甚至,若早知枯木道人所為,隻要她有能力,她會在其釀成大禍前,就提前將其斬除!絕不會給他殘害唐森的機會!
至於明山散人那數百年的謀劃?那試圖將枯木道人煉為陣靈、用以磨礪弟子對抗古神教的“良苦用心”?
在葉青兒看來,這更是荒謬絕倫,一廂情願!是徹頭徹尾的昏聵之舉!
一個早已被仇恨和魔功扭曲了心智、連基本同門之誼都能拋棄、以同門精魂煉丹的魔頭,即便煉成陣靈,誰能保證他不會在幻陣中繼續作祟,潛移默化地腐蝕弟子心性?將對抗古神教的希望,寄托在這樣一個魔頭身上,簡直是與虎謀皮,愚蠢至極!
真不怕枯木真人繼續吃小孩?
明山散人此舉,與其說是為了宗門,不如說是為了彌補他自身對師弟走入歧途卻無力挽回的遺憾和愧疚!
是一種極端自私的執念!是為了自我安慰,而非真正完全為宗門考慮!
為了他這自私的執念,就可以無視枯木道人犯下的罪孽?
就可以讓那些枉死者的冤魂不得安寧?就可以拿整個宗門未來弟子的心性去冒險?簡直可笑!可悲!
更何況,明山散人口口聲聲為了對抗古神教,可他身為化神修士,坐鎮寧州,又為對抗古神教做了多少實質性的努力?
不過是守著竹山宗這一畝三分地,搞些改良陣法、培育靈竹的“長遠之計”,卻對近在咫尺的古神教侵蝕缺乏積極進取的行動。

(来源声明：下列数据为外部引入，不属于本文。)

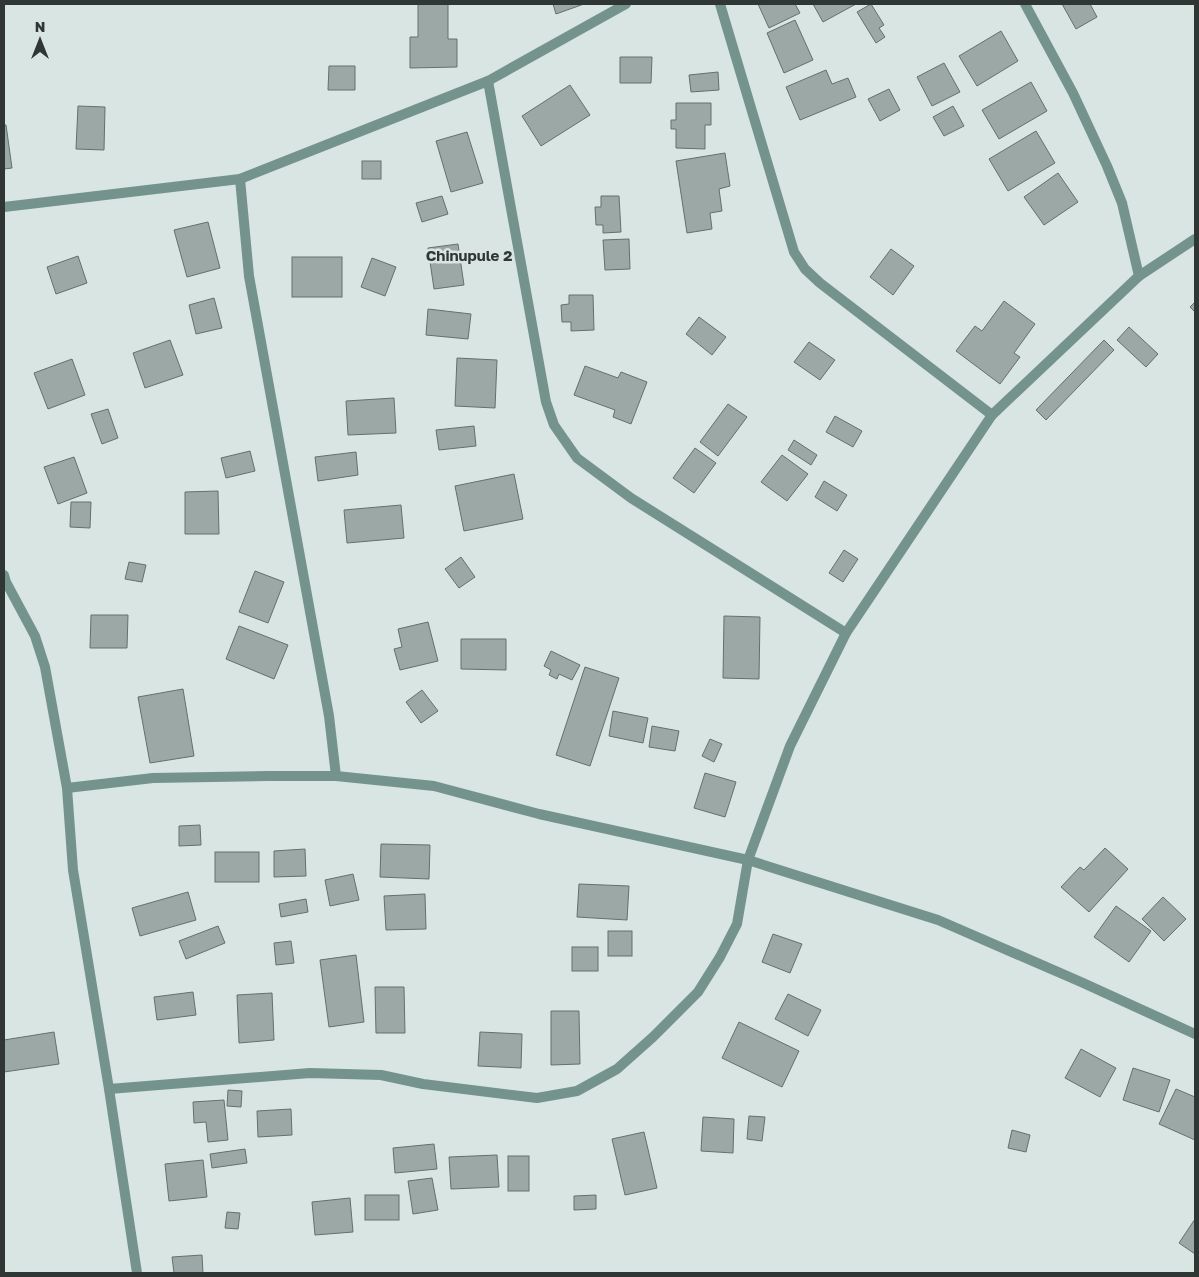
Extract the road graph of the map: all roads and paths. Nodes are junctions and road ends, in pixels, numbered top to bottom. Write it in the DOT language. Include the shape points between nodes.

相比之下,她葉青兒和禾山救世軍的將士們,纔是真正在與古神教的血戰中拋頭顱、灑熱血!
而明山散人,卻在她即將與救世軍並肩血戰、最需要她這元嬰戰力之時,一紙亂命將她調離,間接導致了救世軍幾乎全滅的慘劇!
皚大寶和數百將士的血尚未乾涸!這筆血債,又該如何算?
現在卻來跟她談什麼對抗古神教的大局?真是滑天下之大稽!
明山散人,你縱容枯木道人在先是實,調離我導致救世軍近乎覆滅是實,如今又在這裏擺出一副情深義重、苦心孤詣的模樣,試圖用所謂的“真相”和“大義”來動搖我、詰問我?

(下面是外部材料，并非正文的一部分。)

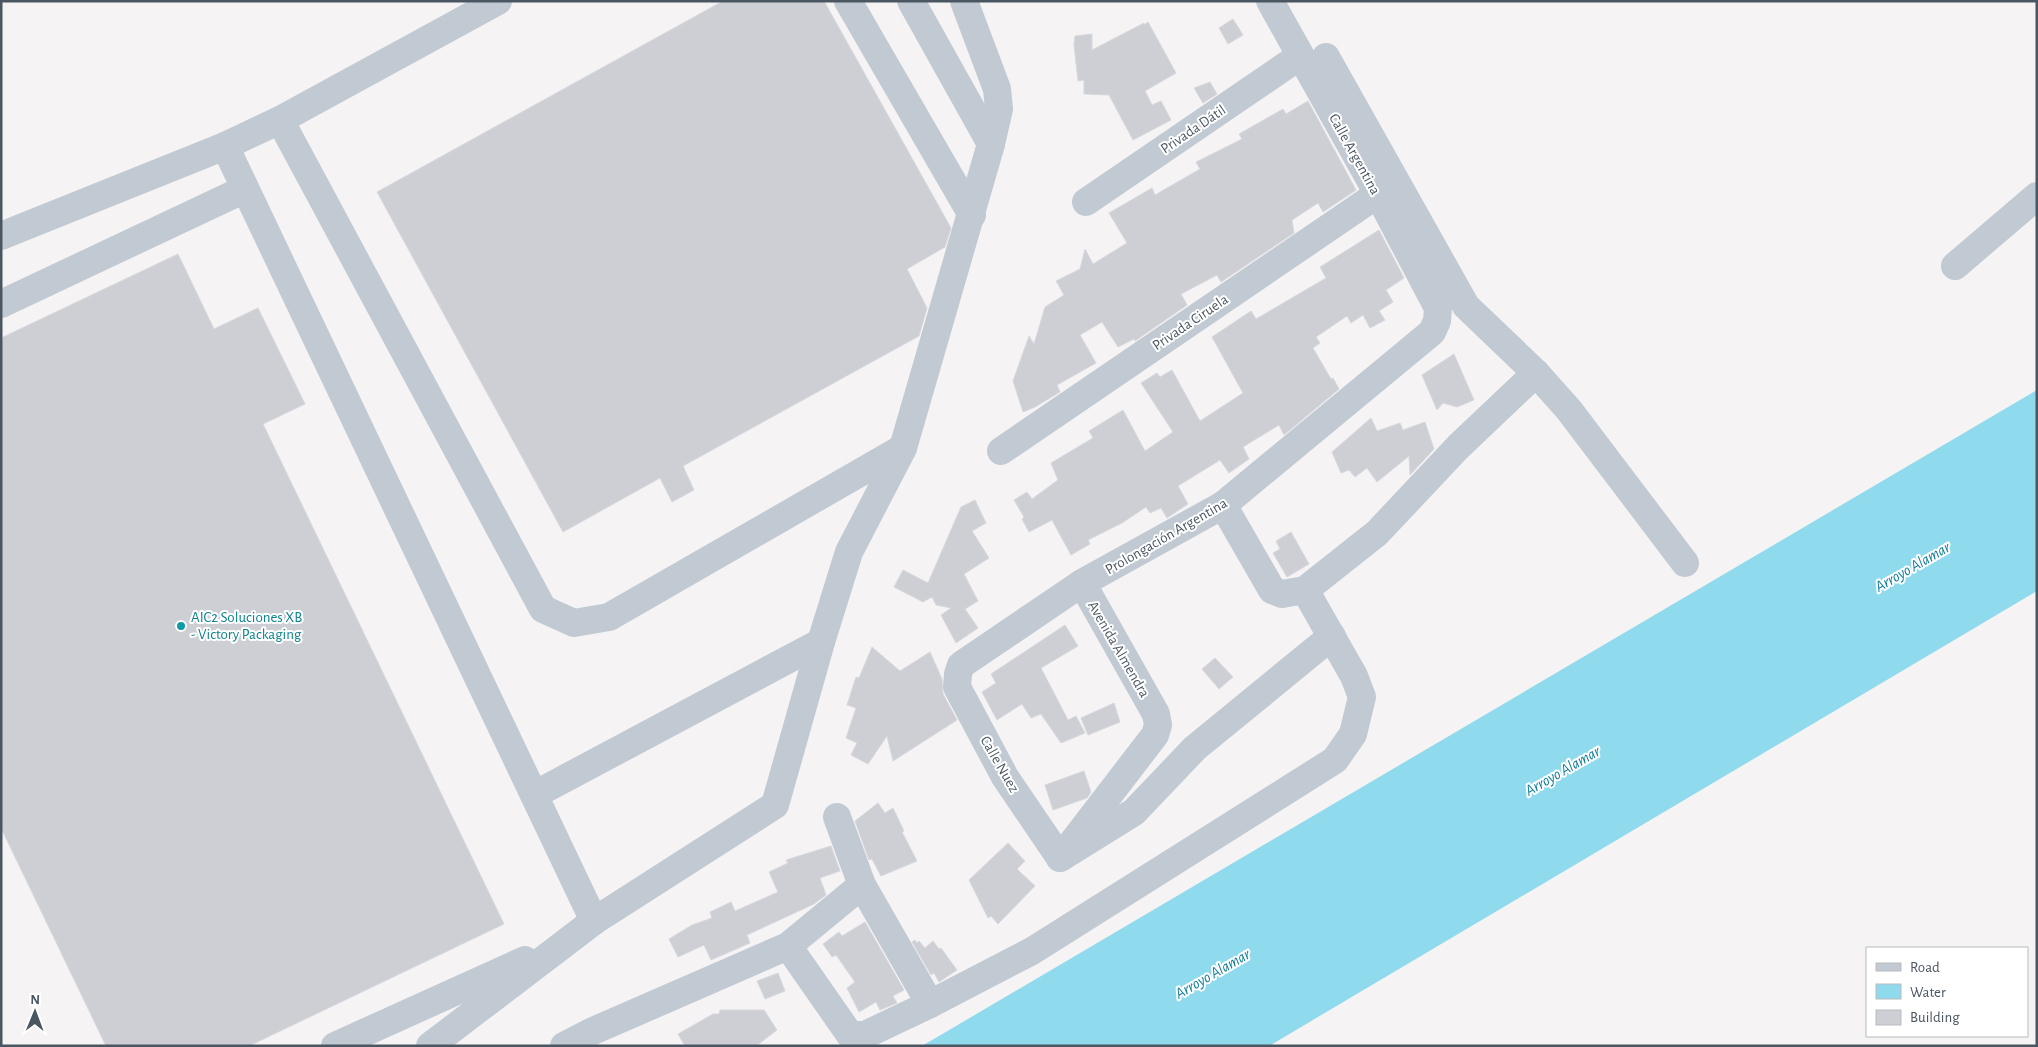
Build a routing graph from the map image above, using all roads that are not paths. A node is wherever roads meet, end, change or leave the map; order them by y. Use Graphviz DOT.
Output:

你不過是個沉溺於過去、行事糊塗、自私自利、昏聵無能的老朽罷了!這竹山宗若繼續由你和青竹道人這般掌控,談何未來?談何對抗古神教?
隻會一步步走向腐朽沒落,甚至可能在某一天,步了枯木道人父母的後塵,被古神教吞得骨頭都不剩!
這一刻,葉青兒心中再無半分迷茫。明山散人這番看似推心置腹的“坦白”,非但沒有讓她產生絲毫悔意,反而讓她更加看清了對方的本質,更加堅定了她與李青鱗謀劃造反之事的必要性與正當性。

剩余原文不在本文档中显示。